### Task instructions
Report the lines of the material that carry the string "Rosario".

### The data
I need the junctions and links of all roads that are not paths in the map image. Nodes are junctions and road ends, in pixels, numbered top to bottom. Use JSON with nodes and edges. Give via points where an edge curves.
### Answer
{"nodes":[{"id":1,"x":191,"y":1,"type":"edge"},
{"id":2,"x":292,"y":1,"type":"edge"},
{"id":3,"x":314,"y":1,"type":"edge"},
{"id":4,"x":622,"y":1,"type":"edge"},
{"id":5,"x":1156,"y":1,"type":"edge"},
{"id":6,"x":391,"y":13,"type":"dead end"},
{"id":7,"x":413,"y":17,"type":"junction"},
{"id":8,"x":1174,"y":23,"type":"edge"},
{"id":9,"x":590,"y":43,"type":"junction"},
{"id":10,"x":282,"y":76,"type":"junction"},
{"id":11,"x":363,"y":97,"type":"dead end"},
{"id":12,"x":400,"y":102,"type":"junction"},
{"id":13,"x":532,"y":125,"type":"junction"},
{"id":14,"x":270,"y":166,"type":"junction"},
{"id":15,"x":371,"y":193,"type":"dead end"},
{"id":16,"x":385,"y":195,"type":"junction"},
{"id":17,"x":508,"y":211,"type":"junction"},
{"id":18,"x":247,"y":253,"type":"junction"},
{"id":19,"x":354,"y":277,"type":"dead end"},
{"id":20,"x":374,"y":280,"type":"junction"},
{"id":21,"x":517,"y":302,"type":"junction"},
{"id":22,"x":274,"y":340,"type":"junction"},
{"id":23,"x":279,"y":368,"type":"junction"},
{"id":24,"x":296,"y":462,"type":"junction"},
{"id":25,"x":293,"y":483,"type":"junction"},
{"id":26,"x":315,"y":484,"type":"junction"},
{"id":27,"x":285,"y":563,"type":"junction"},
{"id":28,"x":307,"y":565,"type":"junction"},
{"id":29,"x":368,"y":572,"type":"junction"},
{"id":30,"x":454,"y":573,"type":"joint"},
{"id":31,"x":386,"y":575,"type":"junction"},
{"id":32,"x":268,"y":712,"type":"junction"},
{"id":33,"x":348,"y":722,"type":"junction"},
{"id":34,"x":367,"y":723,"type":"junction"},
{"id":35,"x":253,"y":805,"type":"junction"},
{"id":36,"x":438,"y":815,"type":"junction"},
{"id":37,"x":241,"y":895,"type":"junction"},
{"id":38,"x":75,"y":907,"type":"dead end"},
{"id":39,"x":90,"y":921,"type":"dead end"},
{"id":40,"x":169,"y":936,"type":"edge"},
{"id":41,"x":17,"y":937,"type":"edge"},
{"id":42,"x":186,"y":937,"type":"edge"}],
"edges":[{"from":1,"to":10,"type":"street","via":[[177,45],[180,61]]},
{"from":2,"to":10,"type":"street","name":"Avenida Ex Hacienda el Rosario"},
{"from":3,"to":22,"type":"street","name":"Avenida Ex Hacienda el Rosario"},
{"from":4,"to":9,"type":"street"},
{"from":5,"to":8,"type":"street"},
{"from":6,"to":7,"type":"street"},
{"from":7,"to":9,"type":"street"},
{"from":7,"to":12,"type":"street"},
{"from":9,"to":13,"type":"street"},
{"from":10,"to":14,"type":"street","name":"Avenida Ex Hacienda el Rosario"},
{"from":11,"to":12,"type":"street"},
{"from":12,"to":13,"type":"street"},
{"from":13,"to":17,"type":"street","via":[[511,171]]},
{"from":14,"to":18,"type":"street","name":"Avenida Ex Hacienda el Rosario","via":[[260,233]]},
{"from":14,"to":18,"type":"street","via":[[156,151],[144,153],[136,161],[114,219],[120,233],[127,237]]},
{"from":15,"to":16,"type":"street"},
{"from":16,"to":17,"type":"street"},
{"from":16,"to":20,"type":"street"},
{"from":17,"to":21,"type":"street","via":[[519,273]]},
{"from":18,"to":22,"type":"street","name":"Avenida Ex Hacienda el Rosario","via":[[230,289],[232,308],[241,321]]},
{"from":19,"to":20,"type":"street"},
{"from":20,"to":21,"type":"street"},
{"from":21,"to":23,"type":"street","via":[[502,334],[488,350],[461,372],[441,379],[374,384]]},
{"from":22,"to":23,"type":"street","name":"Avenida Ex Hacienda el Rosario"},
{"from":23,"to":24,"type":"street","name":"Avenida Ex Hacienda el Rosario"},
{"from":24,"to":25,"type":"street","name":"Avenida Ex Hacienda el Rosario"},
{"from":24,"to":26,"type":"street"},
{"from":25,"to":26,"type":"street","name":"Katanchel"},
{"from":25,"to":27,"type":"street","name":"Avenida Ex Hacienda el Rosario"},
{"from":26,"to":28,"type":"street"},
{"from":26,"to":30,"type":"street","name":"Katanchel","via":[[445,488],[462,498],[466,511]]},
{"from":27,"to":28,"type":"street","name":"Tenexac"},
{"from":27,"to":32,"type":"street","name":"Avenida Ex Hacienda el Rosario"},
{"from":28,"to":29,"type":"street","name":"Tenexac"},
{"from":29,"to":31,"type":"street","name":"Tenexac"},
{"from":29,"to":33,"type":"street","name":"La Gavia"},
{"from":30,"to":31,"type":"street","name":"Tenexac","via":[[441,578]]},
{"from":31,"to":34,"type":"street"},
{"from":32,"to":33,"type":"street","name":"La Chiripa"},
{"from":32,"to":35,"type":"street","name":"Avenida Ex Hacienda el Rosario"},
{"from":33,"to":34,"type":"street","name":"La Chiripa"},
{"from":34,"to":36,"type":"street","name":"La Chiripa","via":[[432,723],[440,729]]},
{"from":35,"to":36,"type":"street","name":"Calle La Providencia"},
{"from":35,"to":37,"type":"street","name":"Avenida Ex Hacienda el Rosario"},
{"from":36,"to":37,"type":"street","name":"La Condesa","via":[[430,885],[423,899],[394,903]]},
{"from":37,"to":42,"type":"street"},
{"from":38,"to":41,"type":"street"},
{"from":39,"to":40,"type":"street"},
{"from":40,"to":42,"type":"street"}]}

### Solution
{"from":2,"to":10,"type":"street","name":"Avenida Ex Hacienda el Rosario"},
{"from":3,"to":22,"type":"street","name":"Avenida Ex Hacienda el Rosario"},
{"from":10,"to":14,"type":"street","name":"Avenida Ex Hacienda el Rosario"},
{"from":14,"to":18,"type":"street","name":"Avenida Ex Hacienda el Rosario","via":[[260,233]]},
{"from":18,"to":22,"type":"street","name":"Avenida Ex Hacienda el Rosario","via":[[230,289],[232,308],[241,321]]},
{"from":22,"to":23,"type":"street","name":"Avenida Ex Hacienda el Rosario"},
{"from":23,"to":24,"type":"street","name":"Avenida Ex Hacienda el Rosario"},
{"from":24,"to":25,"type":"street","name":"Avenida Ex Hacienda el Rosario"},
{"from":25,"to":27,"type":"street","name":"Avenida Ex Hacienda el Rosario"},
{"from":27,"to":32,"type":"street","name":"Avenida Ex Hacienda el Rosario"},
{"from":32,"to":35,"type":"street","name":"Avenida Ex Hacienda el Rosario"},
{"from":35,"to":37,"type":"street","name":"Avenida Ex Hacienda el Rosario"},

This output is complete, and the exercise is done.